Several plant extracts have been reported to exhibit anti-angiogenic activity by suppression of VEGF-mediated proliferation in ECs [95-97]. For example, ginseng metabolites could suppress adipocyte differentiation and promote apoptosis by decreasing expression of angiogenic factor (VEGF-A, VEGF-B) [95]. Another regulator of angiogenesis and lipogenesis is curcumin polyphenol in turmeric spice, a bioactive extract from Pu-erh tea, which could reduce the adiposity and microvessel density in AT by inhibiting the VEGF signalling pathway [97]. Hence, follow-up studies could commit to developing novel therapeutic and supplementary foods based on the modulation of angiogenesis in AT to combat obesity.

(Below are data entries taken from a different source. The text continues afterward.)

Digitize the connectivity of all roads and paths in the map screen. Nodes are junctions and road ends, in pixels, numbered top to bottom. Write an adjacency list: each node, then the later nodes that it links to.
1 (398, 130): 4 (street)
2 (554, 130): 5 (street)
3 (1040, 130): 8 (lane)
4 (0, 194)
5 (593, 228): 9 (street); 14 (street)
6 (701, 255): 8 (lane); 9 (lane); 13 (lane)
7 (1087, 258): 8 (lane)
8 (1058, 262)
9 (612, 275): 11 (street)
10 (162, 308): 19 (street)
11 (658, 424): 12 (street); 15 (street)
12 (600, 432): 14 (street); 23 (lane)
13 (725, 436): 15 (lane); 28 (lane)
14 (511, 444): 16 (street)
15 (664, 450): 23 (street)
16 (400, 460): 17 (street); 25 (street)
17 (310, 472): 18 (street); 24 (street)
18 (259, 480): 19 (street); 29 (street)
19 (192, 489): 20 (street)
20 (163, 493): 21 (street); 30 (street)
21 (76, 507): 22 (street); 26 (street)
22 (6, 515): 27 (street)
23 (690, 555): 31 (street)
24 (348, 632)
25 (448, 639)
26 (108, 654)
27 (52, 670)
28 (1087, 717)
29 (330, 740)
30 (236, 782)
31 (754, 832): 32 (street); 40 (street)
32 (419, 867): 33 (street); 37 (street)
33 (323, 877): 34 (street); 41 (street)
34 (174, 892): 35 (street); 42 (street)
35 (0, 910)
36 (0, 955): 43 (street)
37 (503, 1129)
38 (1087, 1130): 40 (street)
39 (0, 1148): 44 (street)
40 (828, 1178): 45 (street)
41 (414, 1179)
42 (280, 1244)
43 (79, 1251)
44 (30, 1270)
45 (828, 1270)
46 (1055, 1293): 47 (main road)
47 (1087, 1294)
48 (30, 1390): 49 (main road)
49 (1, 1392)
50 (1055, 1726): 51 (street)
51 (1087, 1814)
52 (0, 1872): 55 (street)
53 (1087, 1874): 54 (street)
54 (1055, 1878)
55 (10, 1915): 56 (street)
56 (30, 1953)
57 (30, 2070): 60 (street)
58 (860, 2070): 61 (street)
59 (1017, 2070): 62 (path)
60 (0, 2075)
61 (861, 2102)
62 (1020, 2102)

Targeting surface markers of AdECs for obesity treatment

Since prohibitin and ANX2 were identified as surface markers of AdECs useful for its targeting with a peptide precision therapy [98,99], accumulating evidence suggests that the potential of prohibitin or ANX2 as a therapeutic agent against obesity. Mechanistic explanation of ANX2 and prohibitin resisting obesity could be due to accelerated lipids turnover and elevated metabolic rate of adipocytes [100-102]. Herein, targeting surface markers of AdECs translation into potential clinical applications might be feasible.

Conclusion

Evidence indicating the interaction between adipose-resident cells and AdECs has mined the novel perspective of AT homoeostasis maintenance. We posit that AdECs, as major initiators, effectors, and regulators of metabolic stress, might be a central determinant of unhealthy AT growth. Some metabolites, proteins, miRNAs serve as messengers in the communication between adipocytes and AdECs [103-108]. Recently, one surprising discovery revealed that extracellular vesicles might be carriers of the above-mentioned signal molecules derived from AdECs, which then target adipocytes to adapt to metabolic statues [109]. Hence, the signal transmission between AdECs and adipocytes requires further investigation. Although these fields of exploration remain at an early phase, improving the AdECs health has a high therapeutic potential for obesity. The current challenge is the identification of strategies to specifically target AdECs and modulate their activity, and future studies using microvascular endothelial cells from human AT are warranted.